§ **What the exercise asks**: Give again, word for word, each line below starting at the one that contains "thumb tip: (135, 172)" and ending at the one that contains "middle pip: (205, 126)".

§ **Provided entries**:
◇ ◇ ◇ ◇

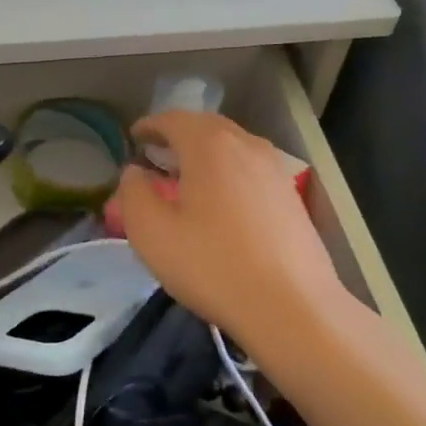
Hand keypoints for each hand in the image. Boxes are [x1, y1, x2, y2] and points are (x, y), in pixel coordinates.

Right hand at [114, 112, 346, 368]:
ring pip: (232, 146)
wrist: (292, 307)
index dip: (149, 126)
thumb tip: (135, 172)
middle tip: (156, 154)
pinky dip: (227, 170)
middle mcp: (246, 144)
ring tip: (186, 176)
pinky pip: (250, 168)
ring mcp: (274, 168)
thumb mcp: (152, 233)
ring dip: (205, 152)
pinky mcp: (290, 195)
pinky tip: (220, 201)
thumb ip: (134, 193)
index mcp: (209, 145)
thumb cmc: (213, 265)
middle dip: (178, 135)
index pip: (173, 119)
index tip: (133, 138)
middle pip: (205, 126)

◇ ◇ ◇ ◇

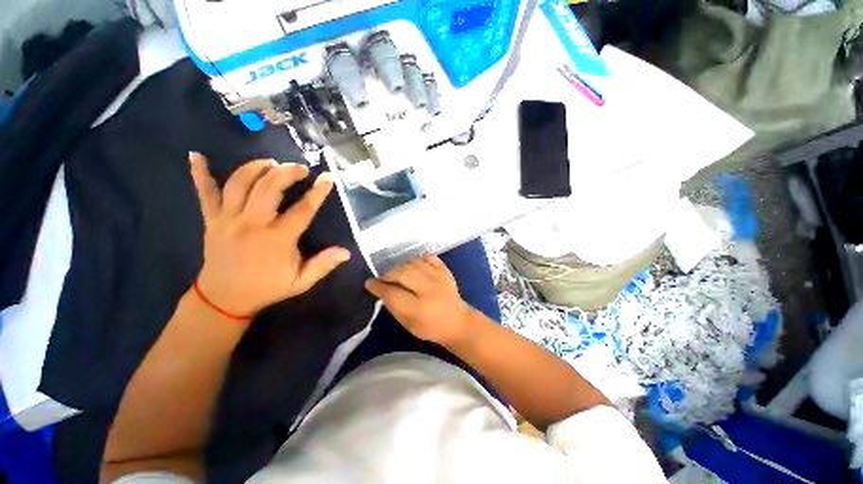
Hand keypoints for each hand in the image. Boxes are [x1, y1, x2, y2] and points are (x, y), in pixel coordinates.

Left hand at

◇ ◇ ◇ ◇

§ **Response box**:
thumb tip: (135, 172)
middle tip: (156, 154)
pinky dip: (227, 170)
middle mcp: (246, 144)
ring tip: (186, 176)
pinky pip: (250, 168)
ring mcp: (274, 168)
thumb mcp: (152, 233)
ring dip: (205, 152)
pinky mcp: (290, 195)
pinky tip: (220, 201)
thumb ip: (134, 193)
index mcp: (209, 145)
thumb cmc: (213, 265)
middle dip: (178, 135)
index pip: (173, 119)
index tip: (133, 138)
middle pip: (205, 126)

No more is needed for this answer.